Chicago, Sept. 10.–- Miss Jane Addams of Hull House caused something of a sensation in the city hall by appearing there in behalf of Abraham Isaak, the Anarchist, accused of conspiracy to assassinate President McKinley.  Her mission was to learn whether the imprisoned man wished for the services of an attorney and if so to enable him to employ one.  Shortly before noon she appeared at Captain Colleran's office with an order from the mayor to the effect that she be permitted to talk with Isaak.

"The way I came to be mixed up with this matter," explained Miss Addams, laughing, "is simple and reasonable enough, and when properly explained, will exonerate me from any suspicion of sympathy with Anarchists or their methods.  I happen to know Mr.
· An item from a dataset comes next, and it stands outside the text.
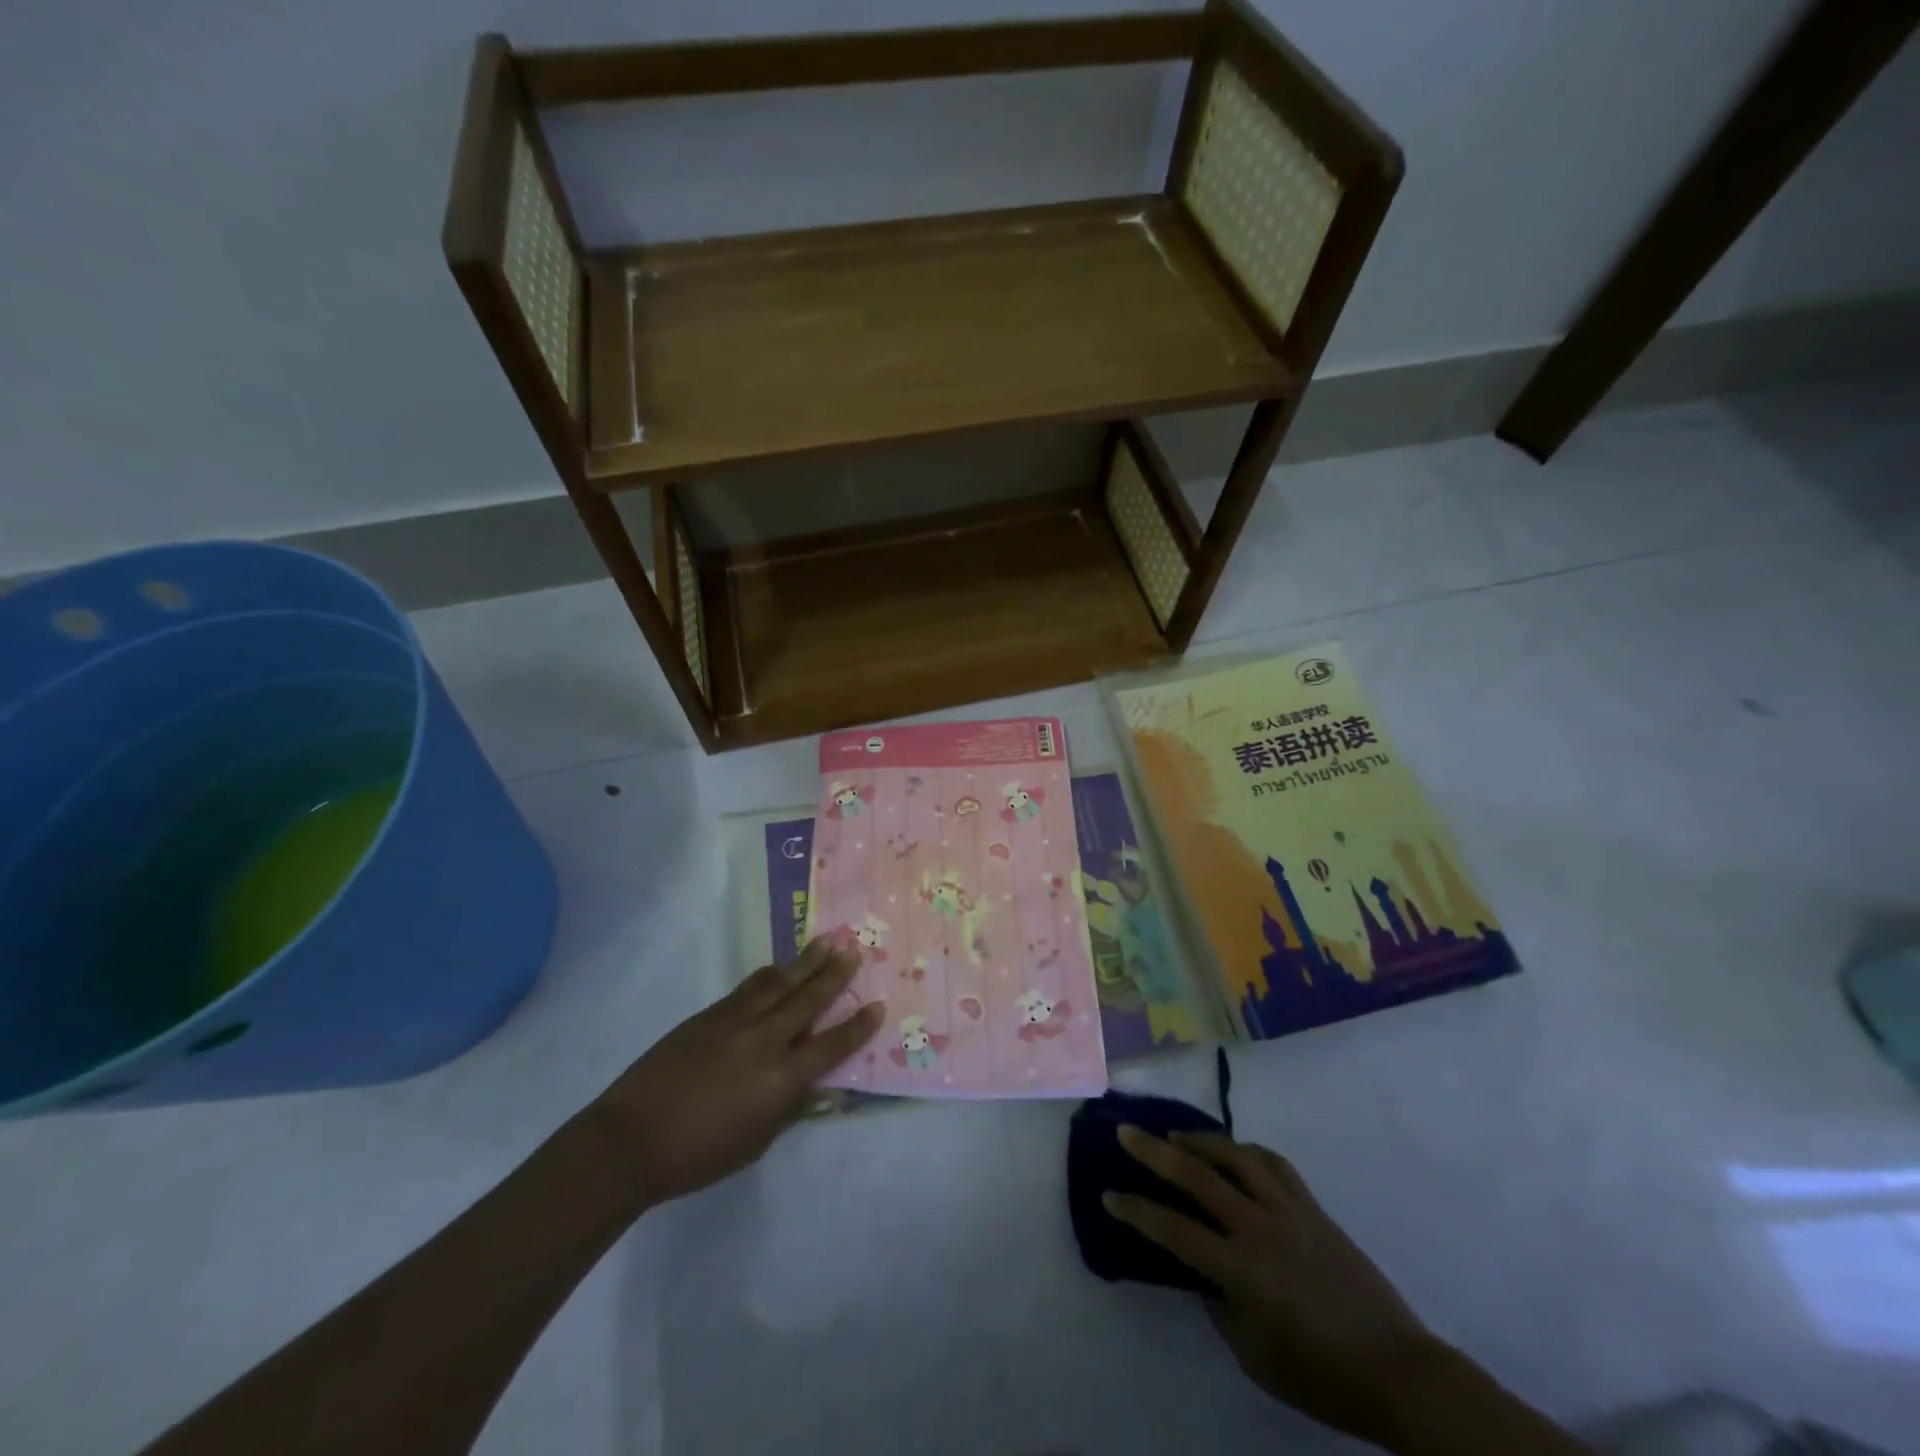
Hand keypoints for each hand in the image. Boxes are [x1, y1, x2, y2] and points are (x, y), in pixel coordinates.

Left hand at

Isaak, and by the way, although he is a professed Anarchist, he isn't at all bloodthirsty, fierce or unkind--not at all the sort of man who would conspire to kill anybody.


"Last evening a lot of his friends, some of them neighbors of Hull House, called there in a state of great excitement. They imagined that the Isaak family was in dire danger at the hands of the law; they didn't understand exactly what the police meant to do with the Anarchists and they were most anxious to offer Mr. Isaak the services of a lawyer.
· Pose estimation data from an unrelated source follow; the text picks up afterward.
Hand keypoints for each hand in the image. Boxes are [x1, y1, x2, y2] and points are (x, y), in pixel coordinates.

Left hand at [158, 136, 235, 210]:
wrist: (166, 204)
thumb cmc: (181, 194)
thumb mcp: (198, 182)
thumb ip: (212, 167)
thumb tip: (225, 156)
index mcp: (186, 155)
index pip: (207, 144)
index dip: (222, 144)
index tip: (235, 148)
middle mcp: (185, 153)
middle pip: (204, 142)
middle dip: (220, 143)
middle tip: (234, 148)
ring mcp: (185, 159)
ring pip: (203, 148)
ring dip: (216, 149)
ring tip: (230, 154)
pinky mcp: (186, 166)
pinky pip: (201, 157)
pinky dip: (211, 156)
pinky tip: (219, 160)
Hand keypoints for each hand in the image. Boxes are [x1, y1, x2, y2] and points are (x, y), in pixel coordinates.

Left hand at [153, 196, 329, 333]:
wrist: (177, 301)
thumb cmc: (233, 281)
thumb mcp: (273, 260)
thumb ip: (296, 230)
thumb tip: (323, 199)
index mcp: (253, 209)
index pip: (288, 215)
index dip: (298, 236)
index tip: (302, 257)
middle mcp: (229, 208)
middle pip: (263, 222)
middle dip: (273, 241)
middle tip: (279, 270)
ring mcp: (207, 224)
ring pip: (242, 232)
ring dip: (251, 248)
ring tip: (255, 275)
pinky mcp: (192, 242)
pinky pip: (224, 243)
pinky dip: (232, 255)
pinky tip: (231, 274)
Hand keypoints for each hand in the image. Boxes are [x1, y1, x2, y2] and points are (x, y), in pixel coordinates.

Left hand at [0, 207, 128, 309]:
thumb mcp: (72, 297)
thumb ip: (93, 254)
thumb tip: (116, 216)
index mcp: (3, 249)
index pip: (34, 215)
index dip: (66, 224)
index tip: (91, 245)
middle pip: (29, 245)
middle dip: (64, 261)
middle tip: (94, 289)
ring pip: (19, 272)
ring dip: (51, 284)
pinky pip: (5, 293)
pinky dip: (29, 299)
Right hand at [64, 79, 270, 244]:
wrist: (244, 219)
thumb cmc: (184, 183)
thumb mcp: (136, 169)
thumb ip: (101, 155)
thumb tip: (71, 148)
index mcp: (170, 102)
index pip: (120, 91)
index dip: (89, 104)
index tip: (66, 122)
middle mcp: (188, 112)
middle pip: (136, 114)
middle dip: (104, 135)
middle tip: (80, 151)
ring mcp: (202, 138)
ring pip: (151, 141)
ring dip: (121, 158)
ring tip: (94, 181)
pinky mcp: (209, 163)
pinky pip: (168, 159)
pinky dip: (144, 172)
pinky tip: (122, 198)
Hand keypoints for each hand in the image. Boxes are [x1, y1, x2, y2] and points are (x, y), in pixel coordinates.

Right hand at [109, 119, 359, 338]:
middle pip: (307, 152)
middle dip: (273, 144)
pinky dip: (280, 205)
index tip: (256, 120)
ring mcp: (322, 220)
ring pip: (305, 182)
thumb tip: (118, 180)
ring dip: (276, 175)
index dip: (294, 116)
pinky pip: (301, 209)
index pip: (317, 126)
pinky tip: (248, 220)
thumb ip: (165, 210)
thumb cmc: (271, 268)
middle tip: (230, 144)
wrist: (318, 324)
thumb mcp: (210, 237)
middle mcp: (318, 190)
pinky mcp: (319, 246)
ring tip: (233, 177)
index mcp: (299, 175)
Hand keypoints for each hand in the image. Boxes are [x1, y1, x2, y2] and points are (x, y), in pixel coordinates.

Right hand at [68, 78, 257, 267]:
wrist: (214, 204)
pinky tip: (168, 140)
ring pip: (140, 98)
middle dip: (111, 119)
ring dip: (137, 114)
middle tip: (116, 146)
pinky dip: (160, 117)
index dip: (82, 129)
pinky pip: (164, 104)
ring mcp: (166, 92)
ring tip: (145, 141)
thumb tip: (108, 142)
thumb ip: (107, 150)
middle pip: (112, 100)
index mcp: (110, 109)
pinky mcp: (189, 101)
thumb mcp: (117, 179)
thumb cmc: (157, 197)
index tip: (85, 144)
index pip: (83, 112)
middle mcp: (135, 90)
"They told me that they had made several ineffectual attempts to see him; that the police had refused to allow anyone to communicate with the prisoner and that their only hope of learning Isaak's wishes was to get some citizen in good standing to see him for them.  Would I, as a citizen in good standing, act as their intercessor with the authorities?

"I said I would try to get permission for them to communicate with Isaak.  Of course I would do that much for anybody.  Do you know I think many Anarchists are made by mistaken terror of the law and its representatives?


"In this case, for instance, I think the accused Anarchists should be given the full benefit of the law; they should be allowed to have their attorneys; they should be shown that their chances for justice is equal to anybody's.  And so I agreed to go to the mayor and see if I could not get permission for these people to communicate with Isaak.  All they wanted was to find out whether or not he wished for a lawyer to defend him in the preliminary trial Monday.

"With Mr. [Robins], a young clergyman, who knows the Isaak family,  I called on Mayor Harrison.  He agreed with me that it was quite fair that the accused men should have a chance to engage attorneys, and so gave me a note to Captain Colleran.  I went to the police headquarters and Mr. Colleran at once summoned Isaak.  We asked him if he wanted a lawyer and he said that he didn't think it was necessary.  He said that he would answer all questions asked of him and was ready to help the authorities sift the case.  That was all that happened.


"I talked with the prisoner about three minutes, and Mr. [Robins] carried the news to Mr. Isaak's friends, quieting their mistaken anxiety by assuring them that he didn't want a lawyer.

"Of course, everybody who knows me knows that I am neither an Anarchist nor in sympathy with Anarchy.  I have no special interest in the Isaak family beyond a desire to see  them and everyone justly treated and given every opportunity to defend themselves.  Some of the more ignorant Anarchists think that, right or wrong, the law is against them.

"Personally, I think that if they could be made to understand that the law is on their side so long as they are right they would abandon the hateful regard in which they hold all authority.

"However, I am not an authority on such subjects.  I don't think the Isaak family is implicated in this horrible affair, but at all events it seems just that they should have a chance to prove their innocence.  That is as far as my interest in the matter goes."